PaperDoIIs · 10/03/2024 14:32

@Strawberry06 yanbu to be upset because you can't help how you feel. Sounds like you had a bit of a rough time with the baby/delivery, and now you are tired, sleep deprived, possibly hormonal and as it's your first Mothers' Day, it feels big. It might be the fact that rather than a celebration of motherhood it feels thoughtless (one line message) and a depiction of it's (yours) worst bits.

However, I do want to offer a different perspective now I'm 12 years away from those incredibly hard days. I have barely any pics of me and DD as a baby , especially that early. Mostly because I deleted ,not saved them, not transferred them from phone to phone or posted them because I thought I looked so awful, tired, hair a mess, fat .. you name it. I would give anything to have more now, and when I do find one in an old phone or something I've actually kept them and they make me smile and go all mushy. I still look awful but that seems so irrelevant now and I honestly treasure them .

It might be upsetting today, but keep it. Some years before now it could be a treasured memory of you and your baby in the early days.

Creatureofhabit87 · 10/03/2024 14:32

Get a grip! It’s a card and he tried.

CeriB82 · 10/03/2024 14:33

Mother’s day always brings out the “motherzillas” on MN

so many entitled mum’s thinking the world and his wife owes them

BeGentleCrab · 10/03/2024 14:33

VickyEadieofThigh · 10/03/2024 14:28

It seems to be a feature of this magical day (at least here on Mumsnet) that men are expected to be feckin' mind readers and can't do right for doing wrong.

That's MN Mothers day for you!

My faves are the "I told him I wasn't that fussed so just a card and flowers would be nice and he's bought me a card and flowers and I'm so upset" ones. Because he should have known OP didn't want this card or these flowers.

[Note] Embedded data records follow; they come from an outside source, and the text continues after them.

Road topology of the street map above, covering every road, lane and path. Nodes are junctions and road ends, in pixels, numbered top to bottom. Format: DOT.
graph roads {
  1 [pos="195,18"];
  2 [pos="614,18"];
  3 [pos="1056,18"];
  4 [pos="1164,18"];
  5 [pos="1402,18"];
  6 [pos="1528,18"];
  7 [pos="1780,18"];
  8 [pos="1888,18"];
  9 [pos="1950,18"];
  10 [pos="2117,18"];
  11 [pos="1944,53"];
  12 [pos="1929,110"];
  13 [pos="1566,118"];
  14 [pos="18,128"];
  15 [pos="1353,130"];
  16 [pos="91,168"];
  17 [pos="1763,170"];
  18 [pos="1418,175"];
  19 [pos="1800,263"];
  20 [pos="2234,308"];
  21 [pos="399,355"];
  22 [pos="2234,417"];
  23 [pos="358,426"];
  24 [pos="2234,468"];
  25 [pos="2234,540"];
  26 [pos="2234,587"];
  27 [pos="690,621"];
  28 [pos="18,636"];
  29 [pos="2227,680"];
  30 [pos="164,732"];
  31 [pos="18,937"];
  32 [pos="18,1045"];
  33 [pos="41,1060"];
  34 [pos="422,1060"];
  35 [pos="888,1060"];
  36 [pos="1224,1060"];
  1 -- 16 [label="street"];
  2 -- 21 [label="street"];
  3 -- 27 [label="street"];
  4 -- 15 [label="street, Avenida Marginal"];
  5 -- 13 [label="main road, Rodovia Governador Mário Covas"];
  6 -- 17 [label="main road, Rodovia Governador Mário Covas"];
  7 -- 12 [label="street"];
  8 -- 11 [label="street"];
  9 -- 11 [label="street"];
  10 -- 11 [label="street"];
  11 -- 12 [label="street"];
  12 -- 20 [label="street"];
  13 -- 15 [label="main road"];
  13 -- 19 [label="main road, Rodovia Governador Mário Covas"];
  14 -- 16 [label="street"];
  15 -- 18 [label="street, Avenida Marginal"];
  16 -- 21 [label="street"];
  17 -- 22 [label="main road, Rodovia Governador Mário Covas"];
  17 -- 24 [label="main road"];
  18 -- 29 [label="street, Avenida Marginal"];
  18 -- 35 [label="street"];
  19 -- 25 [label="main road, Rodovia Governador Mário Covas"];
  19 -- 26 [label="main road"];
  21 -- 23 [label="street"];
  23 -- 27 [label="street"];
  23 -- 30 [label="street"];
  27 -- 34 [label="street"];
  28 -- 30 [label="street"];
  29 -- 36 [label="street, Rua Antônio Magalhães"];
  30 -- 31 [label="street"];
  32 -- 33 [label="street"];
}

CremeEggOverload · 10/03/2024 14:34

He's trying to tell you he prefers you with no make up and just as you are

It's a lovely thoughtful card.
YAB V U

Trickabrick · 10/03/2024 14:34

Imjustagirlintheworld · 10/03/2024 14:27

I think a bit of compassion wouldn’t go amiss here. Op you’re getting some harsh responses bless you. You have a two week old baby and you’re hormones are off the scale.

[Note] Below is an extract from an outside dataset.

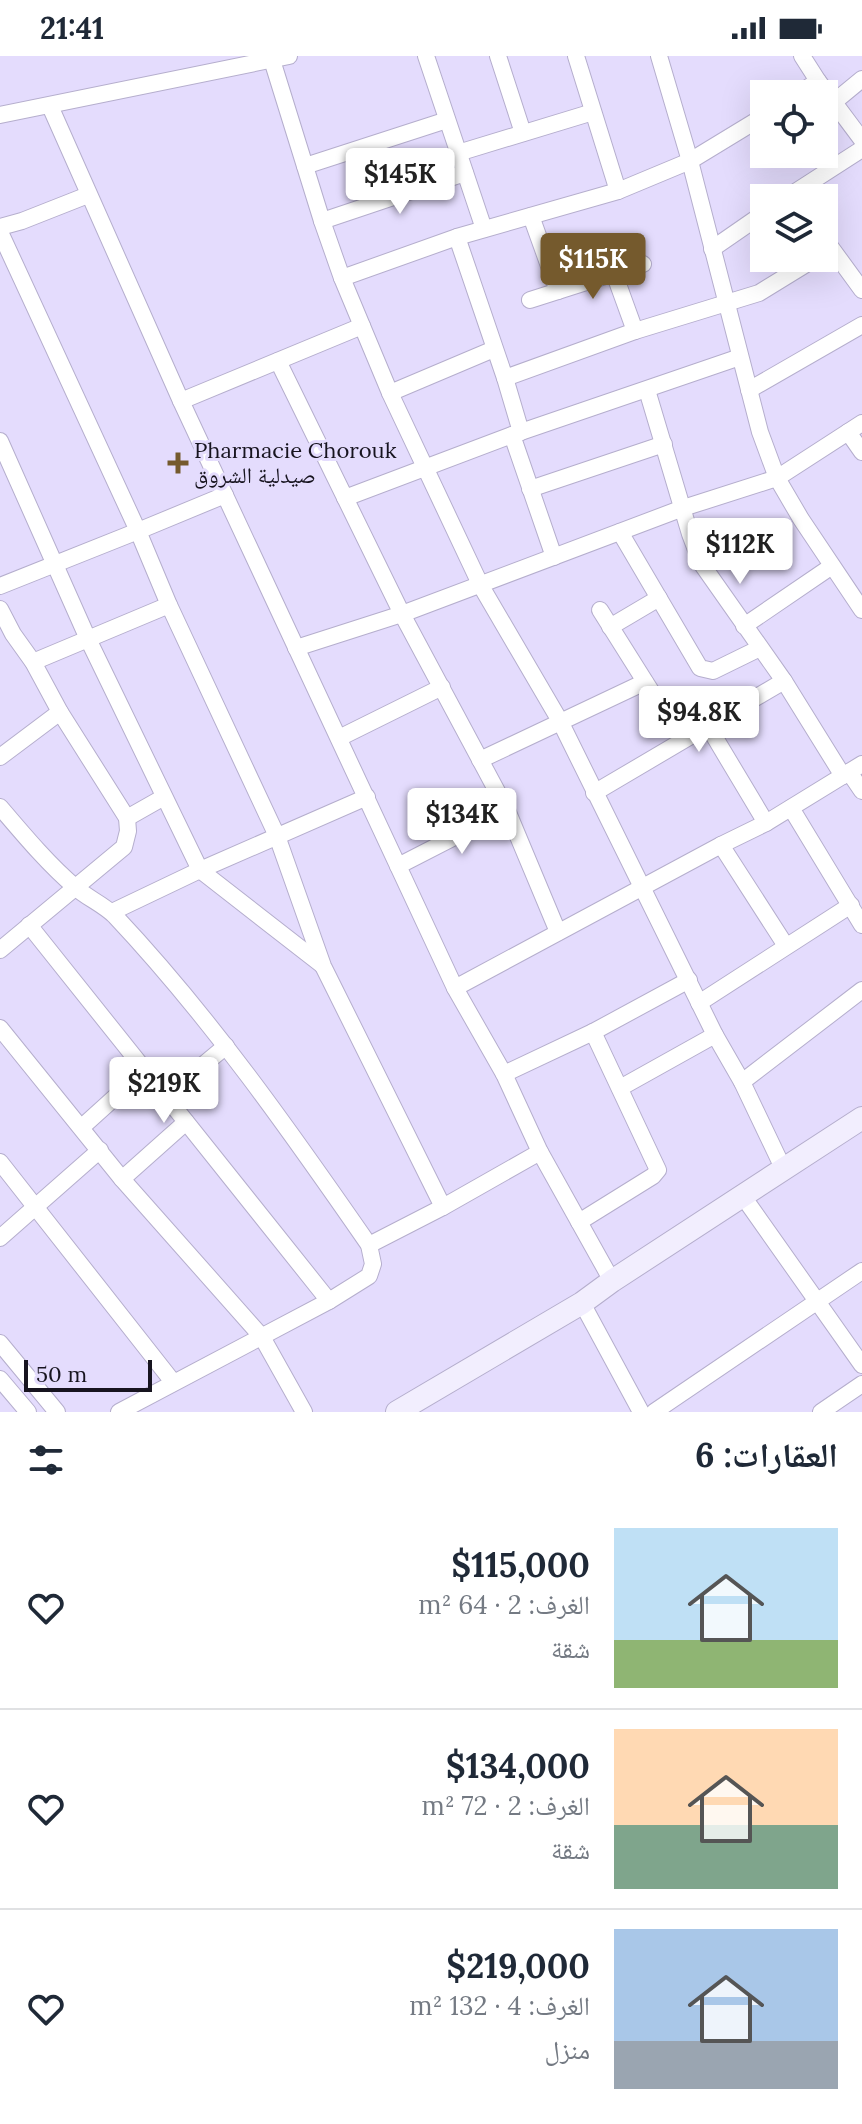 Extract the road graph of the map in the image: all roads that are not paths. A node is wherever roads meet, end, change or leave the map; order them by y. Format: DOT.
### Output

I get it, I do. But try to just focus on the fact you actually got something (see posters on here with aforementioned bellend husbands) and he’s probably done something he thought would be personal but misjudged it. Maybe mention (in a positive tone) how you actually love when he writes personal messages in tour card, you find it so much more thoughtful etc - then he’ll have no excuse next time.

congratulations on your beautiful baby xx

I agree with this, there’s not many new mums who didn’t have an unreasonable moment with a newborn in the house.

Focus on the thought, not the execution of it x

VickyEadieofThigh · 10/03/2024 14:34

BeGentleCrab · 10/03/2024 14:33

That's MN Mothers day for you!

My faves are the "I told him I wasn't that fussed so just a card and flowers would be nice and he's bought me a card and flowers and I'm so upset" ones. Because he should have known OP didn't want this card or these flowers.

😂

SmileyClare · 10/03/2024 14:35

All I can think is that you’re new to mumsnet? 😩

When you’re feeling emotionally fragile and sensitive, one guaranteed way to make yourself feel a million times worse is to post in AIBU on Mother’s Day

Its akin putting yourself in stocks and asking bypassers to throw rotten tomatoes at you Im afraid.

Parky04 · 10/03/2024 14:35

Strawberry06 · 10/03/2024 14:09

I fully accept the thought was there and I am not trying to deny I'm not being unreasonable cause I do feel very shitty about how I've reacted.

There's no effort gone into designing the card and even he said he hates sites like moonpig and funky pigeon etc. I just can't understand why he'd deviate from what he does usually. Honestly he writes the most lovely long personal messages in all of my cards and suddenly for first Mother's Day (such a special day!) he hasn't!

I can't help the way it's upset me.

Then LTB. Go and find your perfect man!

Inkyblue123 · 10/03/2024 14:35

You are hugely ungrateful . And quite spoilt.